RECORDS SUPPLIED —

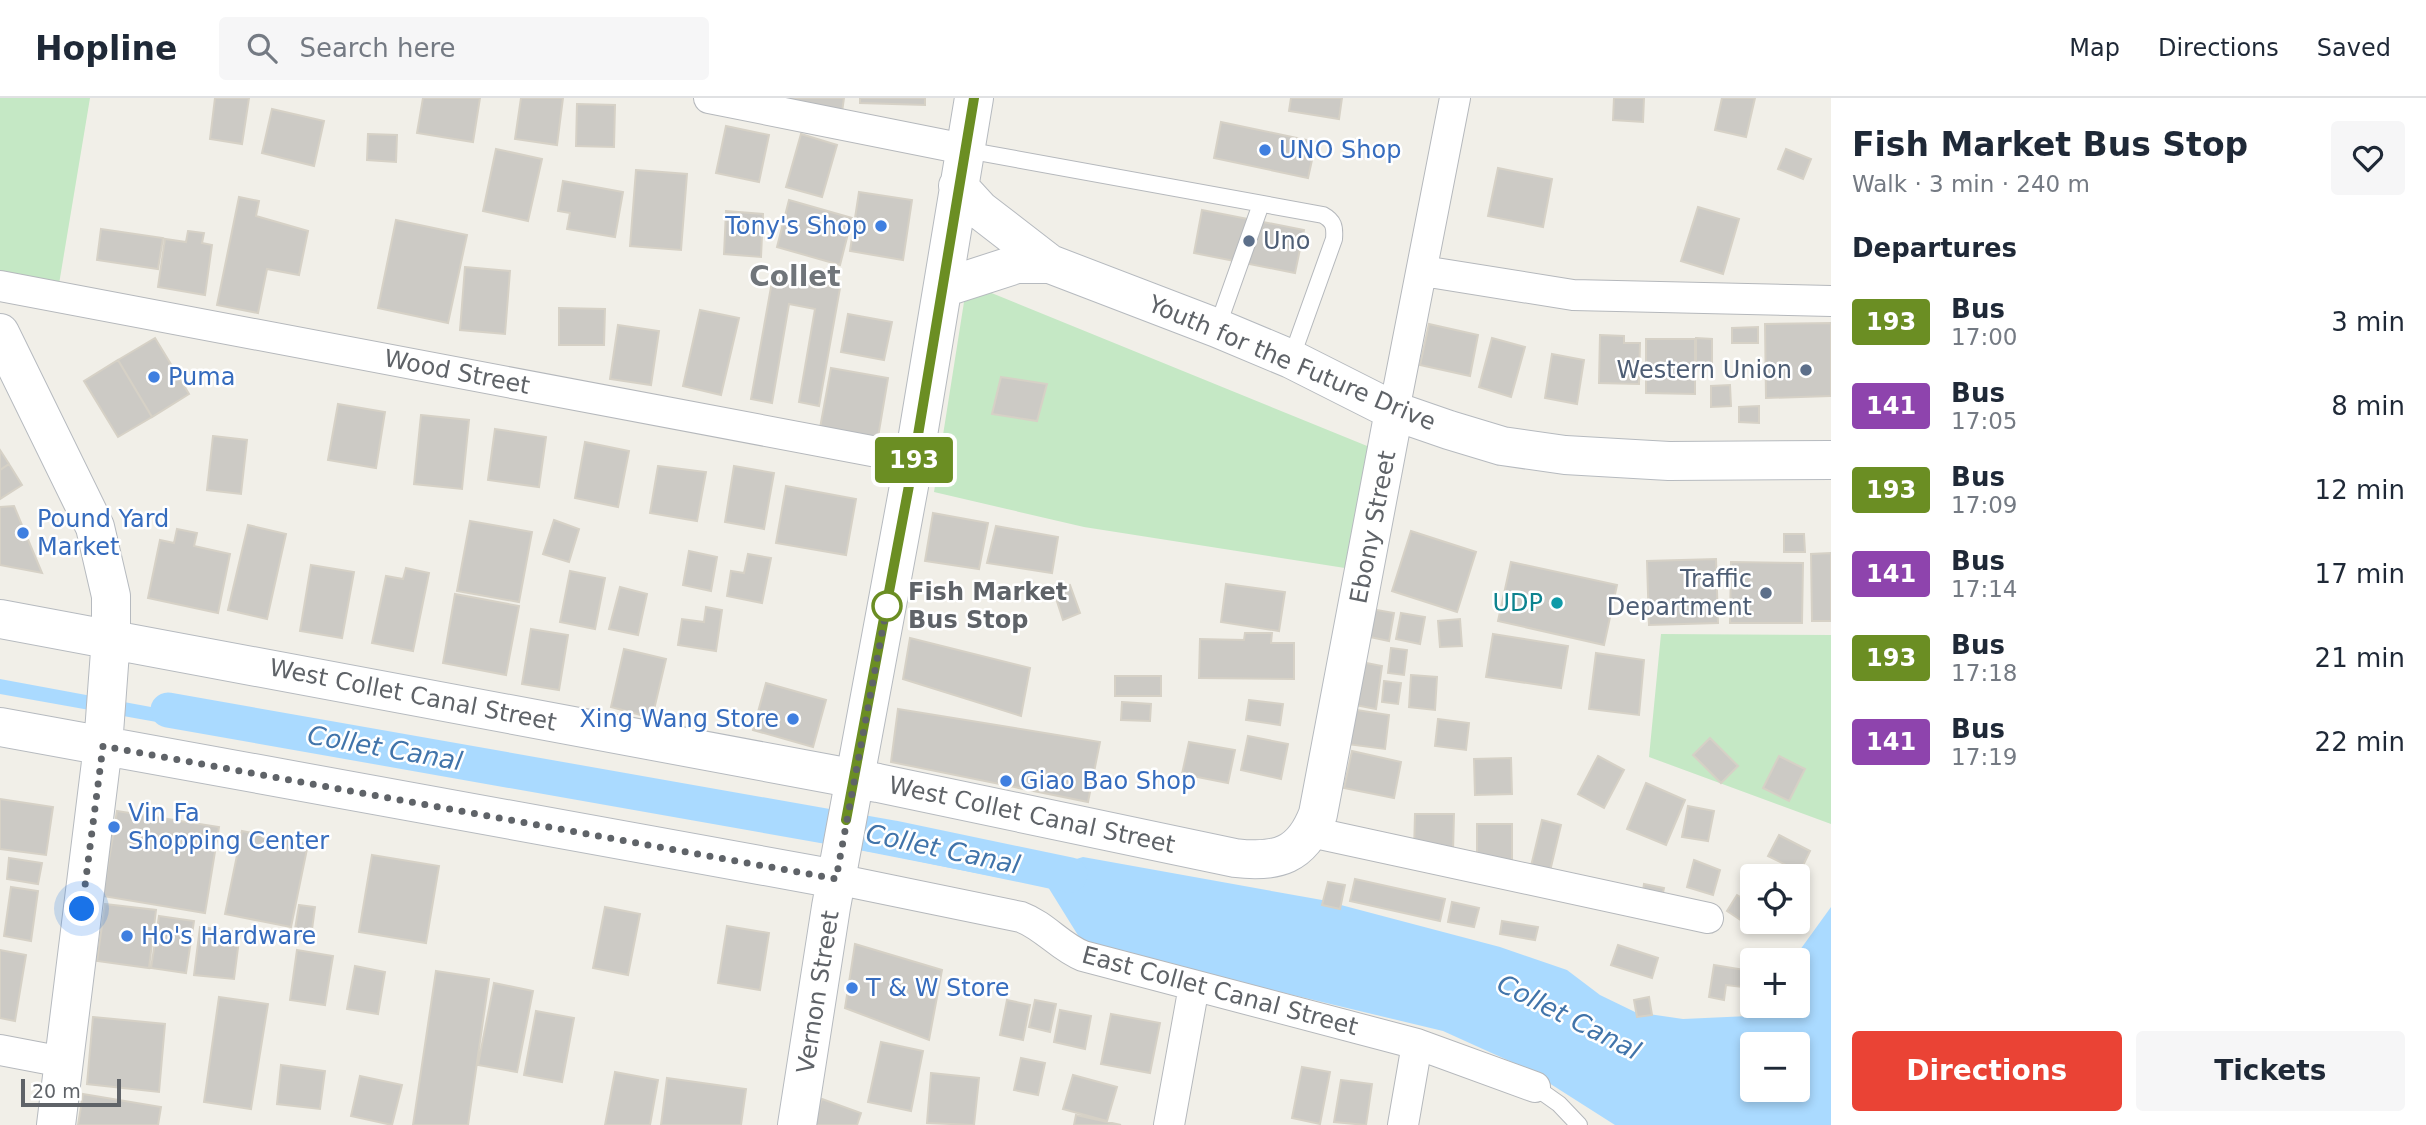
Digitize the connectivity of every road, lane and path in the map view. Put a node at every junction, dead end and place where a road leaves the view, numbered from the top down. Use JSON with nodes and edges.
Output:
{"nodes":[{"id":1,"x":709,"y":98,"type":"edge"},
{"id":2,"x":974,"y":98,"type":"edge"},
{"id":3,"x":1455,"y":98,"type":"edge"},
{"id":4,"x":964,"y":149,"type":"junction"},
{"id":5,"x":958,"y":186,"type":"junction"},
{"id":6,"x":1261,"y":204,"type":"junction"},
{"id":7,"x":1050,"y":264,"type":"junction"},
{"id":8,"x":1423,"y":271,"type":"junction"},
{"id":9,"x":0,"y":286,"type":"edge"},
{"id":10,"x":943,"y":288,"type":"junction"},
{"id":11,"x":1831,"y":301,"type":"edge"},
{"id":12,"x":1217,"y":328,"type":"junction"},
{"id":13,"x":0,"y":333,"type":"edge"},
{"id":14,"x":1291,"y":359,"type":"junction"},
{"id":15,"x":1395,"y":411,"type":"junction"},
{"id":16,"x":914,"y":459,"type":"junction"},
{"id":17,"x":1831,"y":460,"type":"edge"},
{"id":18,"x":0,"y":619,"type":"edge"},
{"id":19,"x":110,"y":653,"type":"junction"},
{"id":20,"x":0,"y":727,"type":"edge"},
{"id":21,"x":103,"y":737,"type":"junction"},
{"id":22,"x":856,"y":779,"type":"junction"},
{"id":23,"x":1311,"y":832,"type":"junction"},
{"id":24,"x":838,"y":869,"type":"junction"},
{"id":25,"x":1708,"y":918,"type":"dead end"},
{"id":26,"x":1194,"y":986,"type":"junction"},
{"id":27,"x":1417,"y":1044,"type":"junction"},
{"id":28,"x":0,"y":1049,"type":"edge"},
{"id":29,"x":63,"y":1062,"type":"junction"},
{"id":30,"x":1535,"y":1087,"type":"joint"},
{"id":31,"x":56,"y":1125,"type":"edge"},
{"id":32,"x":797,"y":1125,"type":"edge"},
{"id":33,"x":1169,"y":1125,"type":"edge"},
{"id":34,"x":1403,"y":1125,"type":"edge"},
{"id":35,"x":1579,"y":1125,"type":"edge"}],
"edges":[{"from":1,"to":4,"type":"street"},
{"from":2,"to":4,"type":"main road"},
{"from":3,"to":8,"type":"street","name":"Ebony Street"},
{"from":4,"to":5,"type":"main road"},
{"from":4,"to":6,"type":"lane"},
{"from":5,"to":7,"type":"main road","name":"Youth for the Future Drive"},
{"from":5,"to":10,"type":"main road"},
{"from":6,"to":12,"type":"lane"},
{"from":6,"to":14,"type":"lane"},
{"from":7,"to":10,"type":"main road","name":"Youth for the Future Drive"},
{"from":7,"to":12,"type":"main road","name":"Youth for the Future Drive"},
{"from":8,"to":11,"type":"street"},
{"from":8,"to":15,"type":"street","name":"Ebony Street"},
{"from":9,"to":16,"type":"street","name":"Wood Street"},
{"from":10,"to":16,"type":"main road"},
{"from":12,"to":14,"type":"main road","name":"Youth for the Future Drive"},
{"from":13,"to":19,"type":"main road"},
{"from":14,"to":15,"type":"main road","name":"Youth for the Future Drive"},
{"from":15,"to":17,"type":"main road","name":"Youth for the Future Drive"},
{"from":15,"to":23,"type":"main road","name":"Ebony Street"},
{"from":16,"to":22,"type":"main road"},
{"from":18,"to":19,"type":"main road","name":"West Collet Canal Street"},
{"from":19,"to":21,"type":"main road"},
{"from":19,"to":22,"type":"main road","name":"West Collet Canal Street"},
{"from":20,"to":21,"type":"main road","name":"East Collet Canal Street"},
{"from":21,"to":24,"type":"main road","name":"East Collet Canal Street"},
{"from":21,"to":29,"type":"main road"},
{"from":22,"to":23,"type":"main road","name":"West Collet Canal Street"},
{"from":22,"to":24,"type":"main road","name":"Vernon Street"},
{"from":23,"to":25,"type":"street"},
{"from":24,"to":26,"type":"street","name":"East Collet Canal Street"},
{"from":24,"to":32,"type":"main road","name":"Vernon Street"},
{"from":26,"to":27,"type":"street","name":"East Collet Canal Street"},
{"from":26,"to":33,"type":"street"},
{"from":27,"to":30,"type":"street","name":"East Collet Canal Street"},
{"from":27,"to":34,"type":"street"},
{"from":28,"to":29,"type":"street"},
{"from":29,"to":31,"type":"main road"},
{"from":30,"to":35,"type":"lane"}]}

GOAL OF THE EXERCISE — Copy out each line of the material above that holds the word "dead".

ANSWER TO THE PROBLEM —
Digitize the connectivity of every road, lane and path in the map view. Put a node at every junction, dead end and place where a road leaves the view, numbered from the top down. Use JSON with nodes and edges.
{"id":25,"x":1708,"y":918,"type":"dead end"},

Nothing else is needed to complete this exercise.